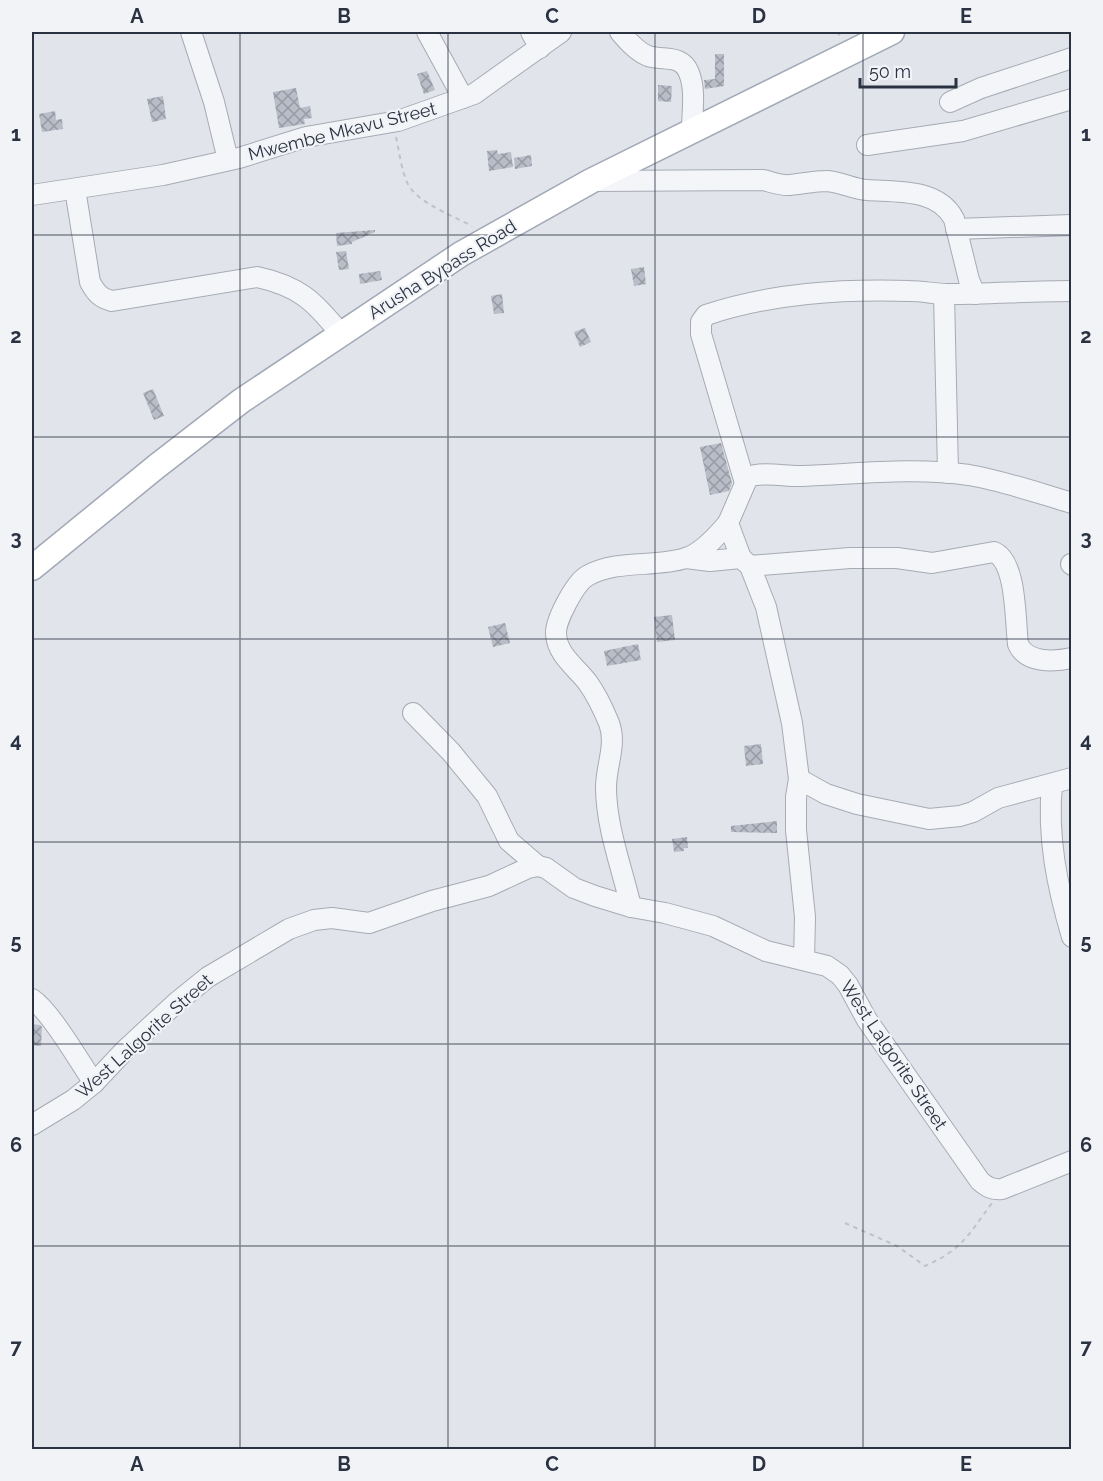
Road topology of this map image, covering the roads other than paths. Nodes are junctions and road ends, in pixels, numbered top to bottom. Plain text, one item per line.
1 (190, 32) edge
2 (427, 32) edge
3 (561, 32) edge
4 (620, 32) edge
5 (892, 32) edge
6 (536, 40) edge
7 (1071, 58) edge
8 (463, 98) junction
9 (1071, 99) edge
10 (950, 102) dead end
11 (692, 129) junction
12 (867, 145) dead end
13 (228, 160) junction
14 (591, 181) junction
15 (75, 189) junction
16 (32, 195) edge
17 (1071, 225) edge
18 (956, 229) junction
19 (1071, 291) edge
20 (944, 294) junction
21 (975, 294) junction
22 (340, 333) junction
23 (948, 473) junction
24 (745, 483) junction
25 (1071, 503) edge
26 (728, 524) junction
27 (686, 558) junction
28 (745, 562) junction
29 (32, 568) edge
30 (1071, 658) edge
31 (413, 712) dead end
32 (799, 778) junction
33 (1071, 778) edge
34 (1052, 784) junction
35 (538, 866) junction
36 (631, 907) junction
37 (1071, 937) edge
38 (804, 960) junction
39 (32, 999) edge
40 (94, 1083) junction
41 (32, 1125) edge
42 (1071, 1161) edge

1 - 13 street
2 - 8 street
3 - 6 street, Mwembe Mkavu Street
4 - 11 street
5 - 11 main road, Arusha Bypass Road
6 - 8 street, Mwembe Mkavu Street
7 - 10 street
8 - 13 street, Mwembe Mkavu Street
9 - 12 street
11 - 14 main road, Arusha Bypass Road
13 - 15 street, Mwembe Mkavu Street
14 - 18 street
14 - 22 main road, Arusha Bypass Road
15 - 16 street, Mwembe Mkavu Street
15 - 22 street
17 - 18 street
18 - 21 street
19 - 21 street
20 - 21 street
20 - 23 street
20 - 24 street
22 - 29 main road, Arusha Bypass Road
23 - 24 street
23 - 25 street
24 - 26 street
26 - 27 street
26 - 28 street
27 - 28 street
27 - 36 street
28 - 30 street
28 - 32 street
31 - 35 street
32 - 34 street
32 - 38 street
33 - 34 street
34 - 37 street
35 - 36 street, West Lalgorite Street
35 - 40 street, West Lalgorite Street
36 - 38 street, West Lalgorite Street
38 - 42 street, West Lalgorite Street
39 - 40 street
40 - 41 street, West Lalgorite Street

◆ PROBLEM: Write out the material above again, word for word, minus its pictures.

◆ YOUR RESPONSE:
Road topology of this map image, covering the roads other than paths. Nodes are junctions and road ends, in pixels, numbered top to bottom. Plain text, one item per line.
1 (190, 32) edge
2 (427, 32) edge
3 (561, 32) edge
4 (620, 32) edge
5 (892, 32) edge
6 (536, 40) edge
7 (1071, 58) edge
8 (463, 98) junction
9 (1071, 99) edge
10 (950, 102) dead end
11 (692, 129) junction
12 (867, 145) dead end
13 (228, 160) junction
14 (591, 181) junction
15 (75, 189) junction
16 (32, 195) edge
17 (1071, 225) edge
18 (956, 229) junction
19 (1071, 291) edge
20 (944, 294) junction
21 (975, 294) junction
22 (340, 333) junction
23 (948, 473) junction
24 (745, 483) junction
25 (1071, 503) edge
26 (728, 524) junction
27 (686, 558) junction
28 (745, 562) junction
29 (32, 568) edge
30 (1071, 658) edge
31 (413, 712) dead end
32 (799, 778) junction
33 (1071, 778) edge
34 (1052, 784) junction
35 (538, 866) junction
36 (631, 907) junction
37 (1071, 937) edge
38 (804, 960) junction
39 (32, 999) edge
40 (94, 1083) junction
41 (32, 1125) edge
42 (1071, 1161) edge

1 - 13 street
2 - 8 street
3 - 6 street, Mwembe Mkavu Street
4 - 11 street
5 - 11 main road, Arusha Bypass Road
6 - 8 street, Mwembe Mkavu Street
7 - 10 street
8 - 13 street, Mwembe Mkavu Street
9 - 12 street
11 - 14 main road, Arusha Bypass Road
13 - 15 street, Mwembe Mkavu Street
14 - 18 street
14 - 22 main road, Arusha Bypass Road
15 - 16 street, Mwembe Mkavu Street
15 - 22 street
17 - 18 street
18 - 21 street
19 - 21 street
20 - 21 street
20 - 23 street
20 - 24 street
22 - 29 main road, Arusha Bypass Road
23 - 24 street
23 - 25 street
24 - 26 street
26 - 27 street
26 - 28 street
27 - 28 street
27 - 36 street
28 - 30 street
28 - 32 street
31 - 35 street
32 - 34 street
32 - 38 street
33 - 34 street
34 - 37 street
35 - 36 street, West Lalgorite Street
35 - 40 street, West Lalgorite Street
36 - 38 street, West Lalgorite Street
38 - 42 street, West Lalgorite Street
39 - 40 street
40 - 41 street, West Lalgorite Street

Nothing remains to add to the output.